■ Input material
──────────────────────────────
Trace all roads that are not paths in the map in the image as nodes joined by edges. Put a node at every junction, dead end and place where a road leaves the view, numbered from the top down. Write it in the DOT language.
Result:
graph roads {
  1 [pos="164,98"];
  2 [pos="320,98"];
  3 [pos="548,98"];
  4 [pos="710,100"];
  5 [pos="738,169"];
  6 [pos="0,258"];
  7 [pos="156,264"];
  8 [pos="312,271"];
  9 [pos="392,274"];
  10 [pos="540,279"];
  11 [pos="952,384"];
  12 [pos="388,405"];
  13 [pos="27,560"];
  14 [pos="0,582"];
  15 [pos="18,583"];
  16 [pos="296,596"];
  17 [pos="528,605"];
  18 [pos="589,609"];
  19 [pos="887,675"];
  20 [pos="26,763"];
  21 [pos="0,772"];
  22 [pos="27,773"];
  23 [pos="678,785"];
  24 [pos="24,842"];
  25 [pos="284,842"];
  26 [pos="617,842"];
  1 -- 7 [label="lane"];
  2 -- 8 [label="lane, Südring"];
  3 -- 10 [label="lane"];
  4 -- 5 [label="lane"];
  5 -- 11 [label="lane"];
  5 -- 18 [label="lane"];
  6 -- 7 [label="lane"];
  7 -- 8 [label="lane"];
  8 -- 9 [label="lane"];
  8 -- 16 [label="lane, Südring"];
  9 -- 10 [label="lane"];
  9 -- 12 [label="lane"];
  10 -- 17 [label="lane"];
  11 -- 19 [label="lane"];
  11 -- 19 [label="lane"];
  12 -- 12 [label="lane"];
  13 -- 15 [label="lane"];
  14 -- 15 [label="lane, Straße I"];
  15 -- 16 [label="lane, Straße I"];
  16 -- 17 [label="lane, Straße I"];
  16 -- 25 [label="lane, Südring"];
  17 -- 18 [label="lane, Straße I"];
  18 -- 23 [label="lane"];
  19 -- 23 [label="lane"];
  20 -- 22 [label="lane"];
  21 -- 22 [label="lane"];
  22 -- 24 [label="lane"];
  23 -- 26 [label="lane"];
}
──────────────────────────────
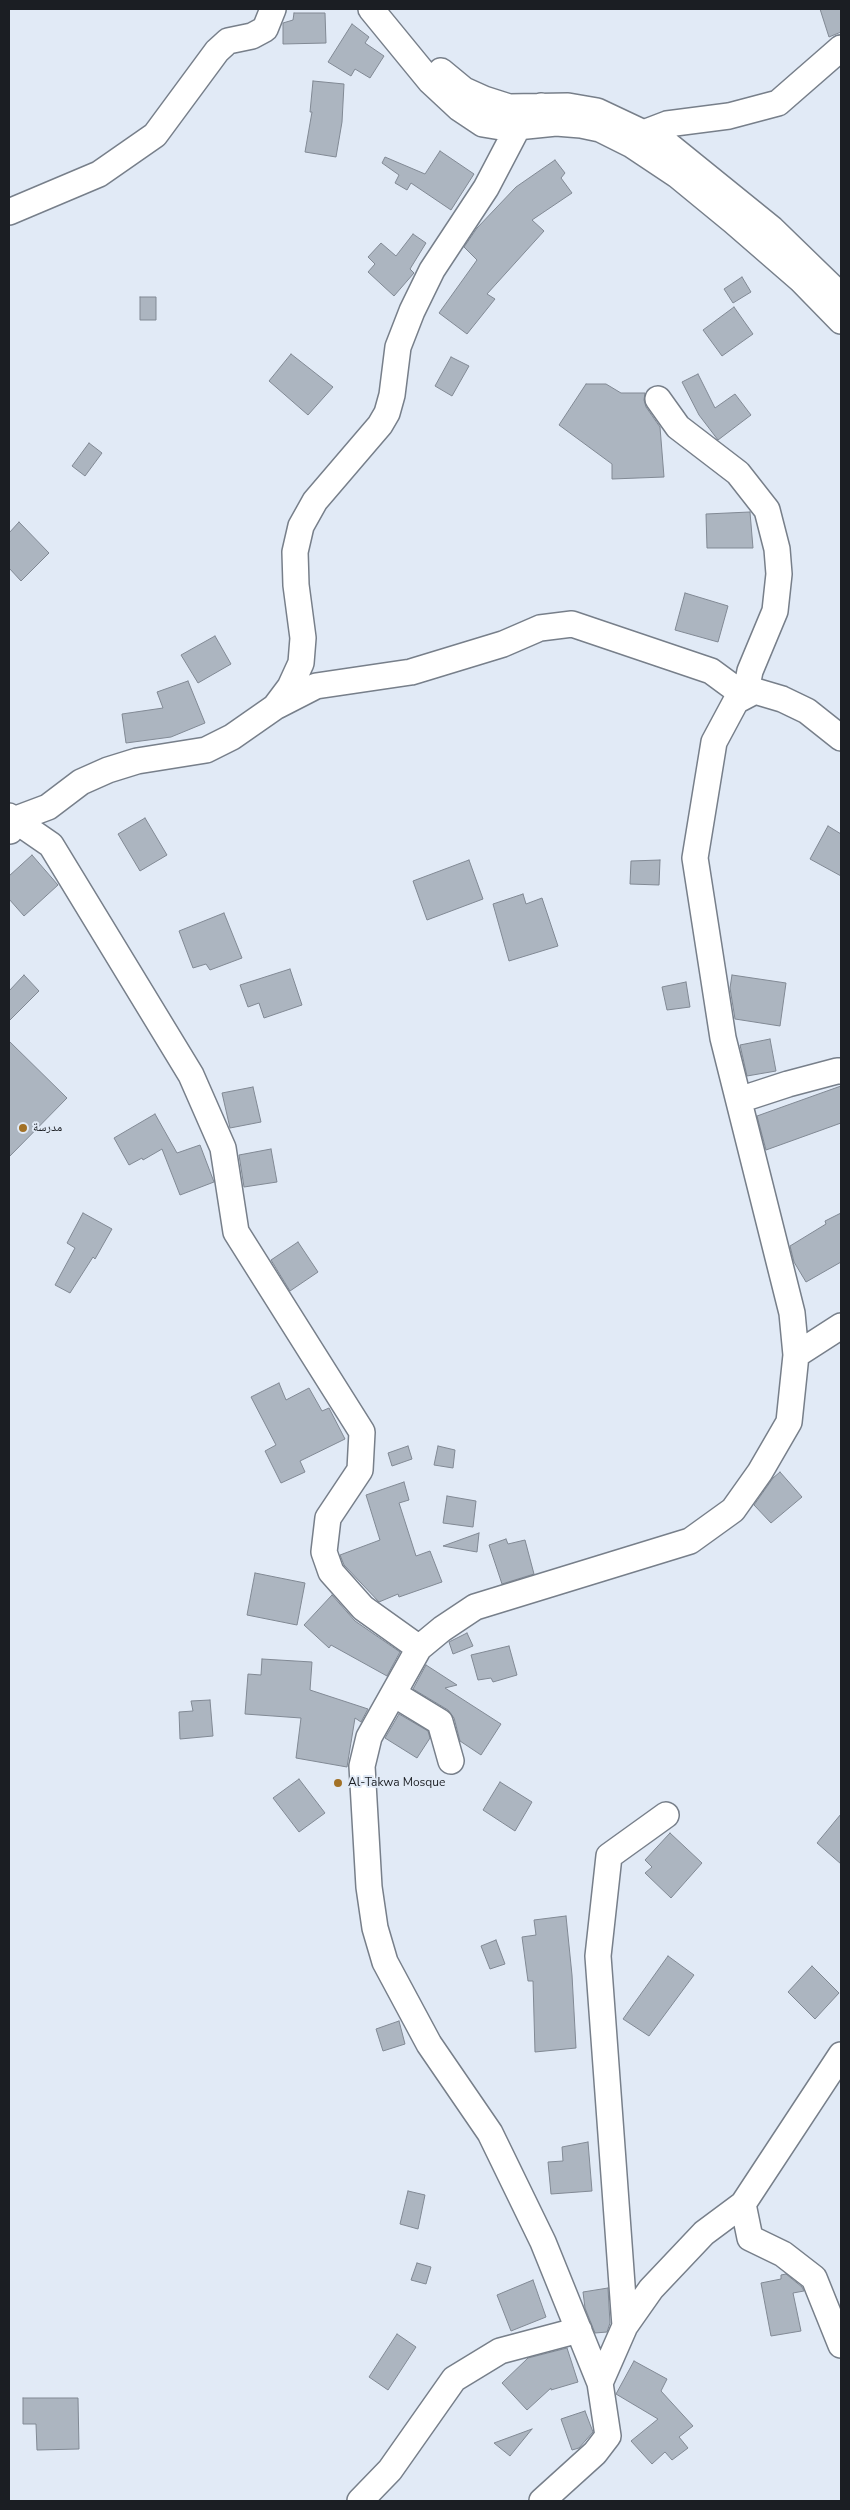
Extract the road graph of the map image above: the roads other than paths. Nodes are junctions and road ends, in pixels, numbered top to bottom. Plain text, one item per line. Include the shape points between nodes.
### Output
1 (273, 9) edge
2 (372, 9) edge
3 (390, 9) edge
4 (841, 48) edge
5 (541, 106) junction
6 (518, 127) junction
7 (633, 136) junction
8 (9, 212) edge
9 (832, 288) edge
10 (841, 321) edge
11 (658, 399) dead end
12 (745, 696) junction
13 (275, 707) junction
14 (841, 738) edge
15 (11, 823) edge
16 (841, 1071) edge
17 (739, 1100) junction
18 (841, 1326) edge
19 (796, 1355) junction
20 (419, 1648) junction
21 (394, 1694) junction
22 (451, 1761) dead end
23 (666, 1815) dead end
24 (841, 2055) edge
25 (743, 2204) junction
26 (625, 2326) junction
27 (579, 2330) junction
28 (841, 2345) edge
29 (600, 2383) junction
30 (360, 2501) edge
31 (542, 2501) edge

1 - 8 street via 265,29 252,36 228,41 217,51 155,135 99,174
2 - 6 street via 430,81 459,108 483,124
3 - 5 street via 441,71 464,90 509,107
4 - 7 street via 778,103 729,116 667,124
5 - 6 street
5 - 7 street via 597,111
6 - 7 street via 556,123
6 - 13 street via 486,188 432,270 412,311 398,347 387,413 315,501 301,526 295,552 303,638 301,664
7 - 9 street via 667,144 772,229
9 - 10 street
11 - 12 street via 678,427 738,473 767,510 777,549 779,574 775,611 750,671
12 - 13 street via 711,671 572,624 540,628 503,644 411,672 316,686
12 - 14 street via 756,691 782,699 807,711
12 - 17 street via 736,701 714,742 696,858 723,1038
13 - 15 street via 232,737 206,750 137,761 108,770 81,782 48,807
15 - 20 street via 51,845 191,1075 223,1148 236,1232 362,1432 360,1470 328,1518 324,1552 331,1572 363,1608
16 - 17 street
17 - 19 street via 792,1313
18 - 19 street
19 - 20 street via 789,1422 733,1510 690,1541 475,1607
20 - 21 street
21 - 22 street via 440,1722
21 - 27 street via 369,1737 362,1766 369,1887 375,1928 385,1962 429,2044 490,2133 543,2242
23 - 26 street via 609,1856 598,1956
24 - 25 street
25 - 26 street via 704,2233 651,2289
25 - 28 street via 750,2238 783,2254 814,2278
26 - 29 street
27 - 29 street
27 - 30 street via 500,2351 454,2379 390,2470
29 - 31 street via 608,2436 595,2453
──────────────────────────────
■ Exercise
Every line above in which the word "numbered" occurs is to be copied.

■ Answer box
Trace all roads that are not paths in the map in the image as nodes joined by edges. Put a node at every junction, dead end and place where a road leaves the view, numbered from the top down. Write it in the DOT language.
Extract the road graph of the map image above: the roads other than paths. Nodes are junctions and road ends, in pixels, numbered top to bottom. Plain text, one item per line. Include the shape points between nodes.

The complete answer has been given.